Hyperpolarization‐activated cyclic nucleotide‐gated (HCN) channels are members of the voltage‐gated cation channel family known to be expressed in the heart and central nervous system. Ivabradine, a small molecule HCN channel‐blocker, is FDA‐approved for clinical use as a heart rate‐reducing agent. We found that HCN2 and HCN3 are overexpressed in breast cancer cells compared with normal breast epithelia, and the high expression of HCN2 and HCN3 is associated with poorer survival in breast cancer patients. Inhibition of HCN by Ivabradine or by RNAi, aborted breast cancer cell proliferation in vitro and suppressed tumour growth in patient‐derived tumour xenograft models established from triple‐negative breast cancer (TNBC) tissues, with no evident side‐effects on the mice. Transcriptome‐wide analysis showed enrichment for cholesterol metabolism and biosynthesis as well as lipid metabolism pathways associated with ER‐stress following Ivabradine treatment.
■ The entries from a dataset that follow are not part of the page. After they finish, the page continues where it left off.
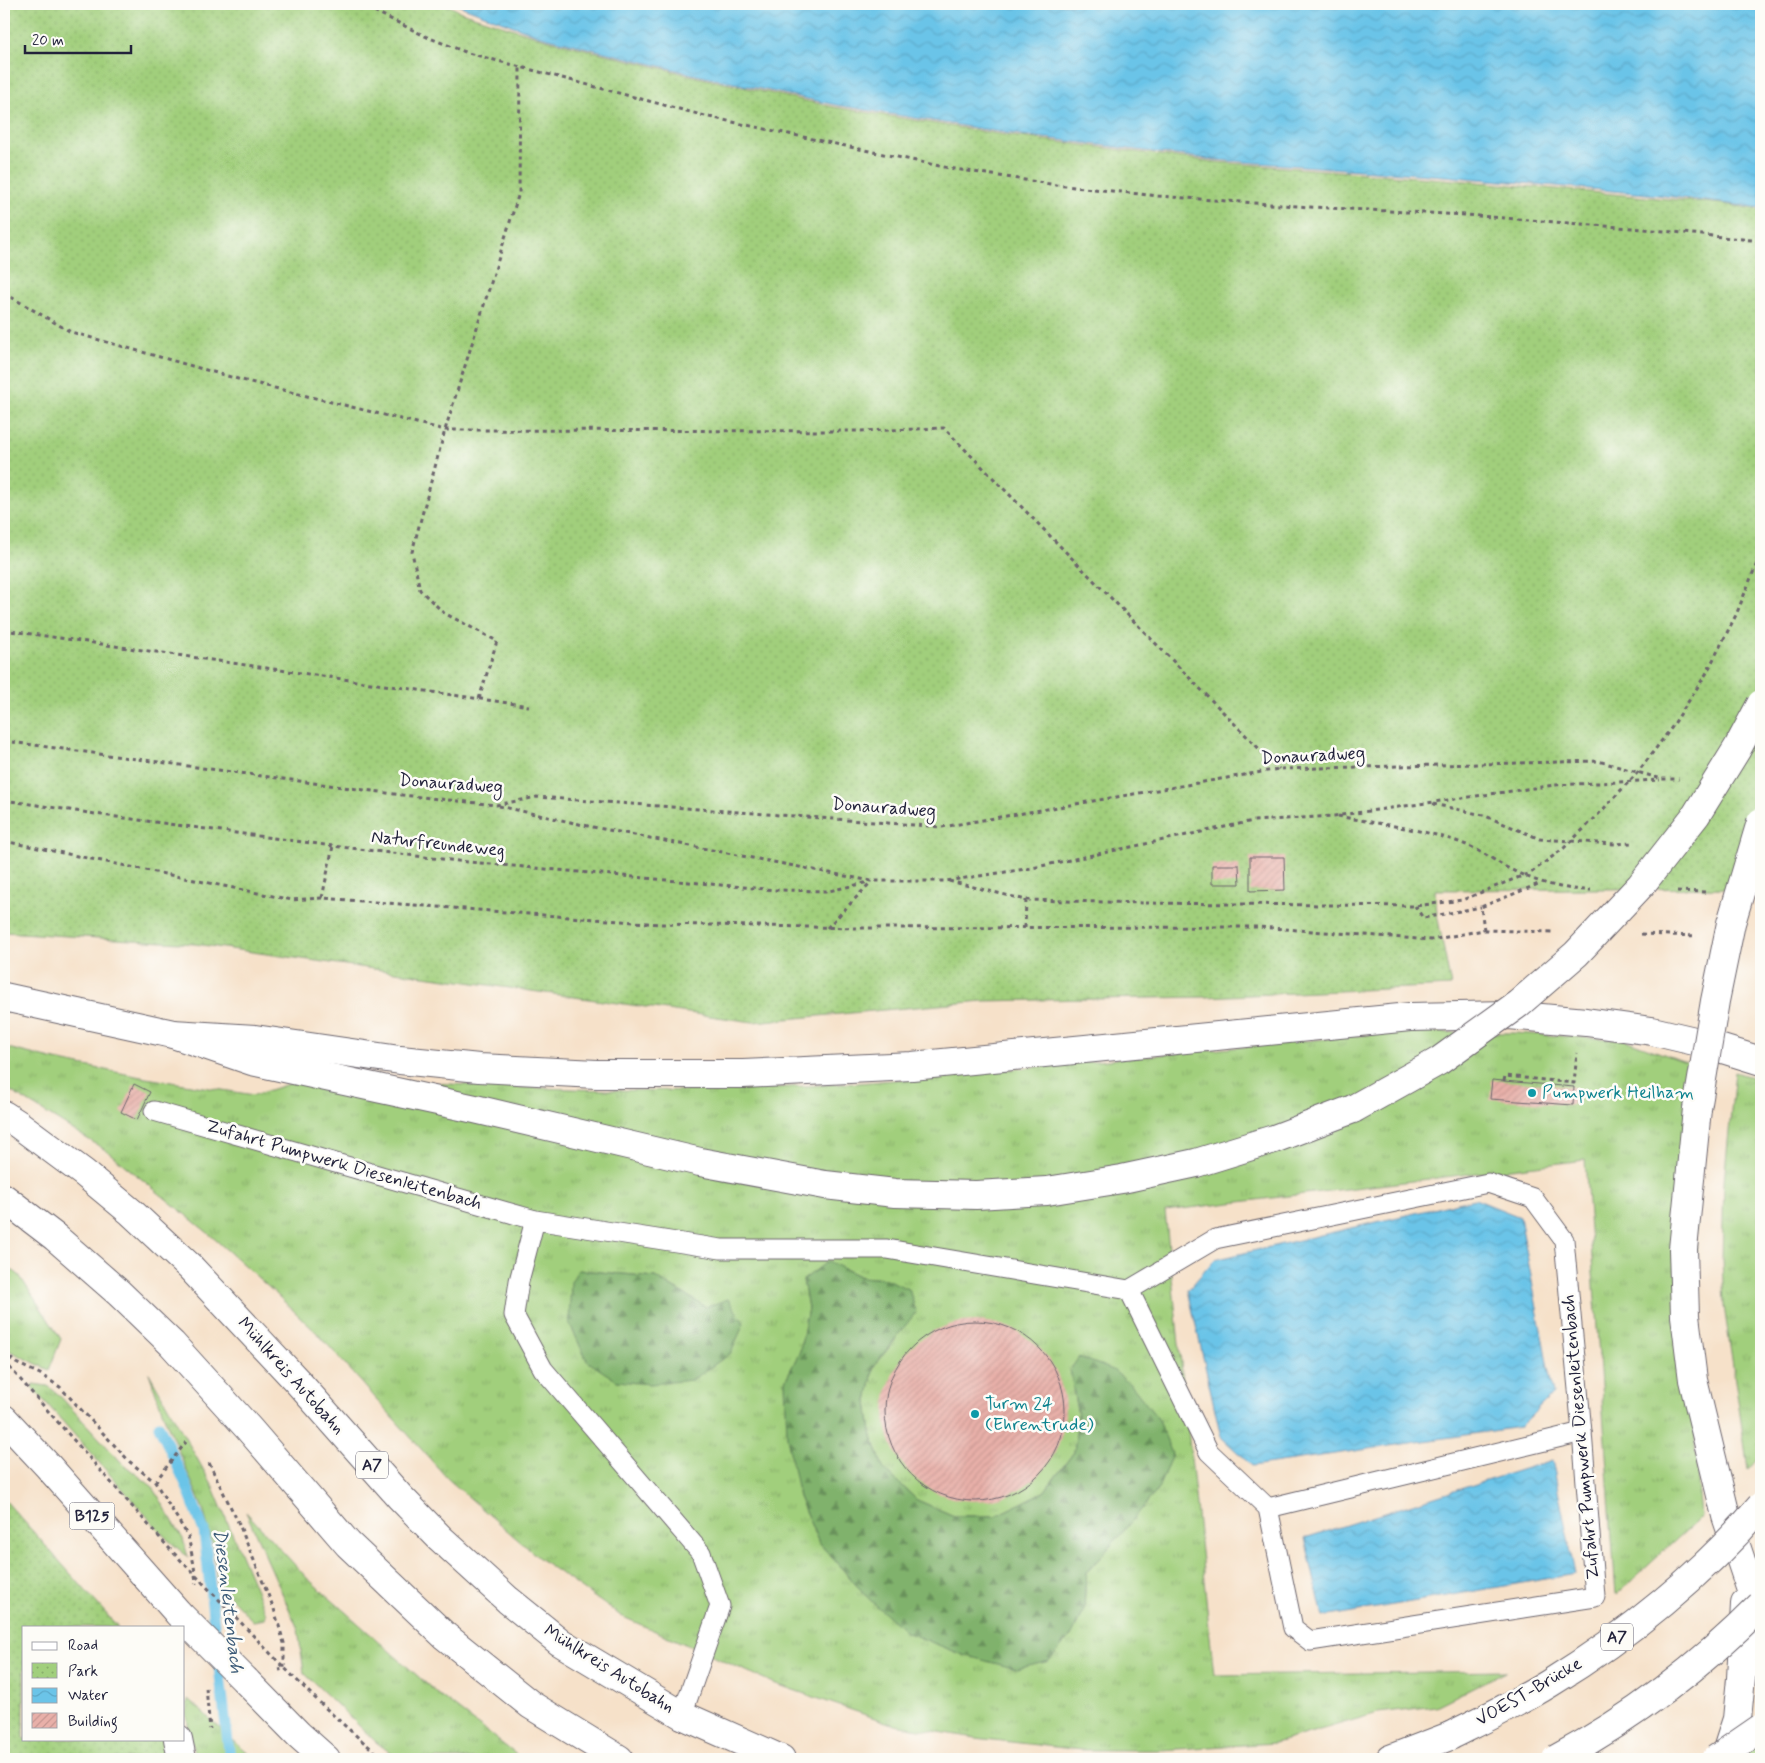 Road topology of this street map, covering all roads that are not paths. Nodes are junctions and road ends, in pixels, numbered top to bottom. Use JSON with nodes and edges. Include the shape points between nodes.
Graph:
{"nodes":[{"id":1,"x":1761,"y":704,"type":"edge"},
{"id":2,"x":1761,"y":822,"type":"edge"},
{"id":3,"x":4,"y":998,"type":"edge"},
{"id":4,"x":173,"y":1034,"type":"junction"},
{"id":5,"x":1761,"y":1061,"type":"edge"},
{"id":6,"x":154,"y":1111,"type":"dead end"},
{"id":7,"x":4,"y":1115,"type":"edge"},
{"id":8,"x":4,"y":1198,"type":"edge"},
{"id":9,"x":535,"y":1220,"type":"junction"},
{"id":10,"x":1128,"y":1290,"type":"junction"},
{"id":11,"x":4,"y":1419,"type":"edge"},
{"id":12,"x":1582,"y":1432,"type":"junction"},
{"id":13,"x":1761,"y":1506,"type":"edge"},
{"id":14,"x":1268,"y":1508,"type":"junction"},
{"id":15,"x":1746,"y":1577,"type":"junction"},
{"id":16,"x":1761,"y":1606,"type":"edge"},
{"id":17,"x":176,"y":1620,"type":"edge"},
{"id":18,"x":1761,"y":1620,"type":"edge"},
{"id":19,"x":185,"y":1628,"type":"edge"},
{"id":20,"x":532,"y":1705,"type":"junction"},
{"id":21,"x":682,"y":1715,"type":"junction"},
{"id":22,"x":1761,"y":1728,"type":"edge"},
{"id":23,"x":178,"y":1740,"type":"edge"},
{"id":24,"x":182,"y":1759,"type":"edge"},
{"id":25,"x":326,"y":1759,"type":"edge"},
{"id":26,"x":579,"y":1759,"type":"edge"},
{"id":27,"x":619,"y":1759,"type":"edge"},
{"id":28,"x":781,"y":1759,"type":"edge"},
{"id":29,"x":1390,"y":1759,"type":"edge"},
{"id":30,"x":1556,"y":1759,"type":"edge"},
{"id":31,"x":1716,"y":1759,"type":"edge"},
{"id":32,"x":1724,"y":1759,"type":"edge"}],
"edges":[{"from":1,"to":4,"type":"main road","bridge":true,"via":[[1696,815],[1641,885],[1576,954],[1518,1004],[1439,1061],[1353,1109],[1274,1139],[1205,1160],[1122,1179],[1047,1192],[976,1195],[895,1193],[825,1185],[700,1162],[252,1061]]},
{"from":2,"to":15,"type":"main road","bridge":true,"via":[[1732,923],[1715,1001],[1696,1109],[1683,1249],[1685,1316],[1693,1380],[1726,1516]]},
{"from":3,"to":4,"type":"main road"},
{"from":4,"to":5,"type":"main road","via":[[255,1039],[479,1068],[597,1074],[743,1074],[912,1066],[1410,1017],[1509,1015],[1652,1031],[1703,1042]]},
{"from":6,"to":9,"type":"lane","name":"Zufahrt Pumpwerk Diesenleitenbach"},
{"from":7,"to":21,"type":"main road","name":"Mühlkreis Autobahn","number":"A7","via":[[84,1173],[176,1254],[234,1313],[400,1497],[508,1600],[560,1642]]},
{"from":8,"to":20,"type":"main road","via":[[119,1293],[184,1358],[348,1544],[445,1636]]},
{"from":9,"to":10,"type":"lane","name":"Zufahrt Pumpwerk Diesenleitenbach","via":[[721,1249],[887,1249]]},
{"from":9,"to":21,"type":"lane","via":[[514,1315],[543,1368],[701,1553],[720,1606]]},
{"from":10,"to":12,"type":"lane","name":"Zufahrt Pumpwerk Diesenleitenbach","via":[[1215,1239],[1488,1183],[1533,1198],[1564,1240]]},
{"from":10,"to":14,"type":"lane","via":[[1209,1452]]},
{"from":11,"to":17,"type":"main road","number":"B125","via":[[48,1466]]},
{"from":12,"to":14,"type":"lane"},
{"from":12,"to":14,"type":"lane","name":"Zufahrt Pumpwerk Diesenleitenbach","via":[[1595,1597],[1310,1642],[1293,1628]]},
{"from":13,"to":29,"type":"main road","name":"VOEST-Brücke","number":"A7","bridge":true,"via":[[1724,1546],[1598,1652],[1500,1712]]},
{"from":15,"to":18,"type":"main road"},
{"from":15,"to":32,"type":"main road","via":[[1738,1710]]},
{"from":16,"to":30,"type":"main road","bridge":true,"via":[[1692,1668],[1644,1705]]},
{"from":19,"to":25,"type":"main road","number":"B125","bridge":true,"via":[[246,1681]]},
{"from":20,"to":26,"type":"main road"},
{"from":20,"to":27,"type":"main road"},
{"from":21,"to":28,"type":"main road","name":"Mühlkreis Autobahn","number":"A7"},
{"from":22,"to":31,"type":"main road","bridge":true},
{"from":23,"to":24,"type":"main road"}]} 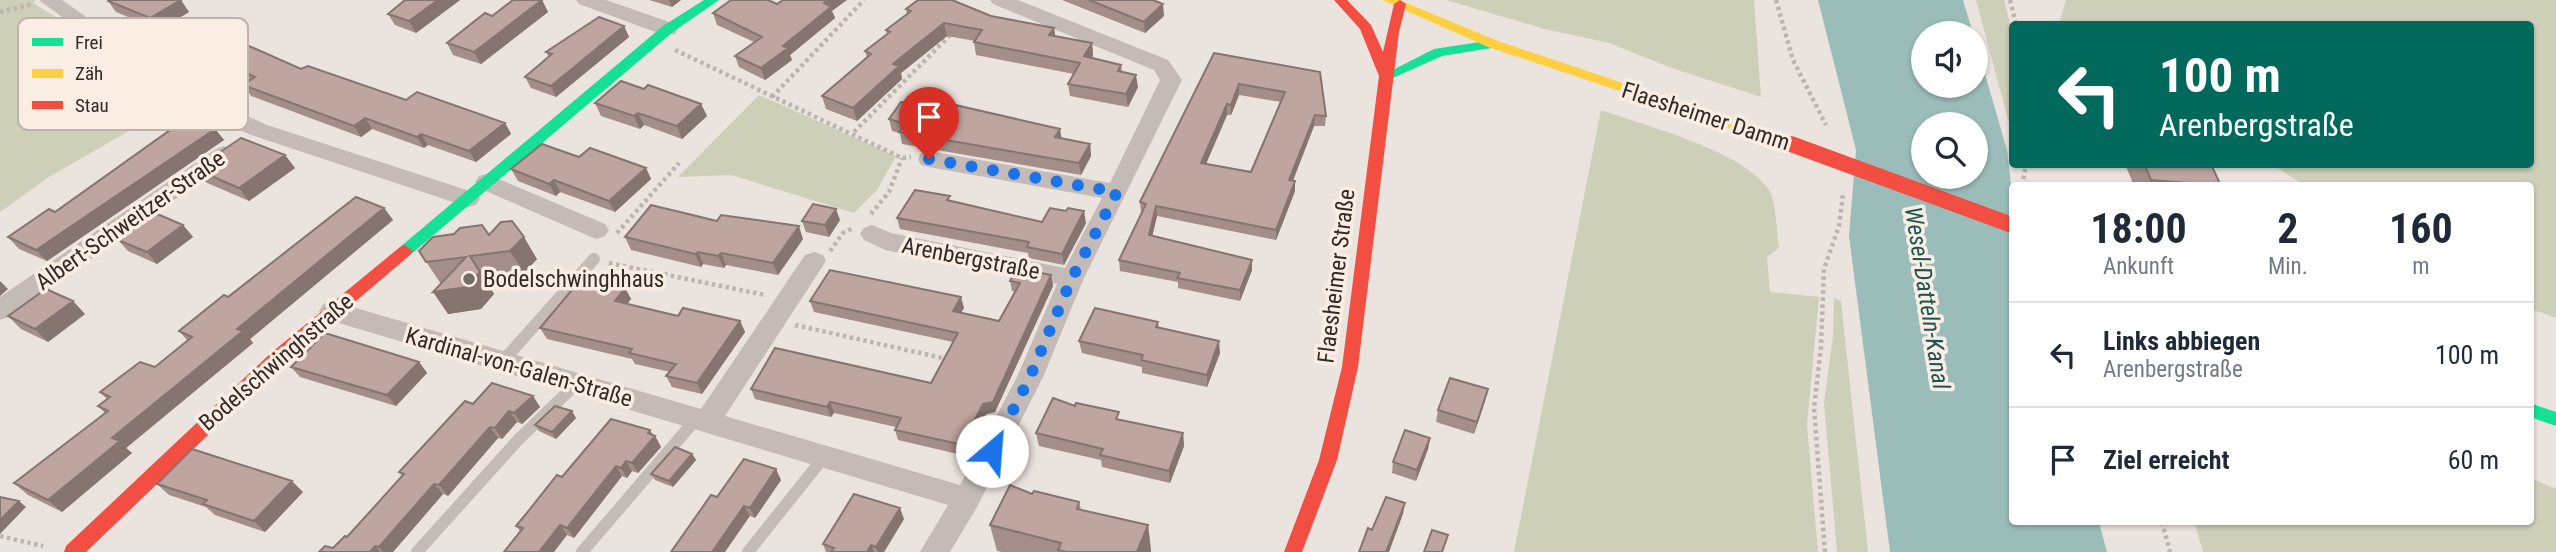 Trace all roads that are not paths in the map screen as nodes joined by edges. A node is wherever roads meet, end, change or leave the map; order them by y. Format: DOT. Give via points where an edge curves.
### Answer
graph roads {
  1 [pos="586,0"];
  2 [pos="713,0"];
  3 [pos="1000,0"];
  4 [pos="1340,0"];
  5 [pos="42,1"];
  6 [pos="1397,1"];
  7 [pos="68,18"];
  8 [pos="661,34"];
  9 [pos="1493,44"];
  10 [pos="1386,77"];
  11 [pos="248,125"];
  12 [pos="259,130"];
  13 [pos="929,159"];
  14 [pos="487,182"];
  15 [pos="1117,192"];
  16 [pos="468,199"];
  17 [pos="2009,224"];
  18 [pos="597,230"];
  19 [pos="872,234"];
  20 [pos="594,259"];
  21 [pos="814,261"];
  22 [pos="1072,278"];
  23 [pos="0,310"];
  24 [pos="332,311"];
  25 [pos="502,363"];
  26 [pos="576,384"];
  27 [pos="2534,411"];
  28 [pos="2556,419"];
  29 [pos="701,420"];
  30 [pos="824,457"];
  31 [pos="967,499"];
  32 [pos="73,552"];
  33 [pos="417,552"];
  34 [pos="582,552"];
  35 [pos="748,552"];
  36 [pos="934,552"];
  37 [pos="1293,552"];
  1 -- 8 [label="street"];
  2 -- 8 [label="main road, Bodelschwinghstraße"];
  3 -- 15 [label="street, Arenbergstraße" via="1161,65 1171,80"];
  4 -- 10 [label="main road" via="1366,28"];
  5 -- 7 [label="street"];
  6 -- 9 [label="main road, Flaesheimer Damm" via="1433,21"];
  6 -- 10 [label="main road, Flaesheimer Straße"];
  8 -- 14 [label="main road, Bodelschwinghstraße"];
  9 -- 10 [label="main road" via="1439,52"];
  9 -- 17 [label="main road, Flaesheimer Damm, bridge" via="1791,144"];
  10 -- 37 [label="main road, Flaesheimer Straße" via="1363,277 1339,425 1325,481"];
  11 -- 12 [label="street"];
  12 -- 16 [label="street"];
  12 -- 23 [label="street, Albert-Schweitzer-Straße"];
  13 -- 15 [label="street"];
  14 -- 16 [label="main road, Bodelschwinghstraße"];
  14 -- 18 [label="street"];
  15 -- 22 [label="street, Arenbergstraße"];
  16 -- 24 [label="main road, Bodelschwinghstraße"];
  19 -- 22 [label="street, Arenbergstraße" via="885,241"];
  20 -- 25 [label="lane"];
  21 -- 29 [label="street"];
  22 -- 31 [label="street, Arenbergstraße" via="1030,377"];
  24 -- 25 [label="street, Kardinal-von-Galen-Straße"];
  24 -- 32 [label="main road, Bodelschwinghstraße" via="221,408"];
  25 -- 26 [label="street, Kardinal-von-Galen-Straße"];
  26 -- 29 [label="street, Kardinal-von-Galen-Straße"];
  26 -- 33 [label="lane" via="518,440"];
  27 -- 28 [label="main road"];
  29 -- 30 [label="street, Kardinal-von-Galen-Straße"];
  29 -- 34 [label="lane"];
  30 -- 31 [label="street, Kardinal-von-Galen-Straße"];
  30 -- 35 [label="lane"];
  31 -- 36 [label="street"];
}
Mechanistic studies confirmed that HCN inhibition leads to ER‐stress, in part due to disturbed Ca2+ homeostasis, which subsequently triggered the apoptosis cascade. More importantly, we investigated the synergistic effect of Ivabradine and paclitaxel on TNBC and confirmed that both drugs acted synergistically in vitro through ER‐stress to amplify signals for caspase activation. Combination therapy could suppress tumour growth of xenografts at much lower doses for both drugs. In summary, our study identified a new molecular target with potential for being developed into targeted therapy, providing scientific grounds for initiating clinical trials for a new treatment regimen of combining HCN inhibition with chemotherapy. Overexpression of HCN provides advantages for the survival and proliferation of cancer cells. The addition of Ivabradine blocks HCN channels and affects intracellular homeostasis of Ca2+. Subsequently, this induces ER‐stress and triggers apoptosis. Also, it makes the cancer cells become more sensitive to other chemotherapeutic agents.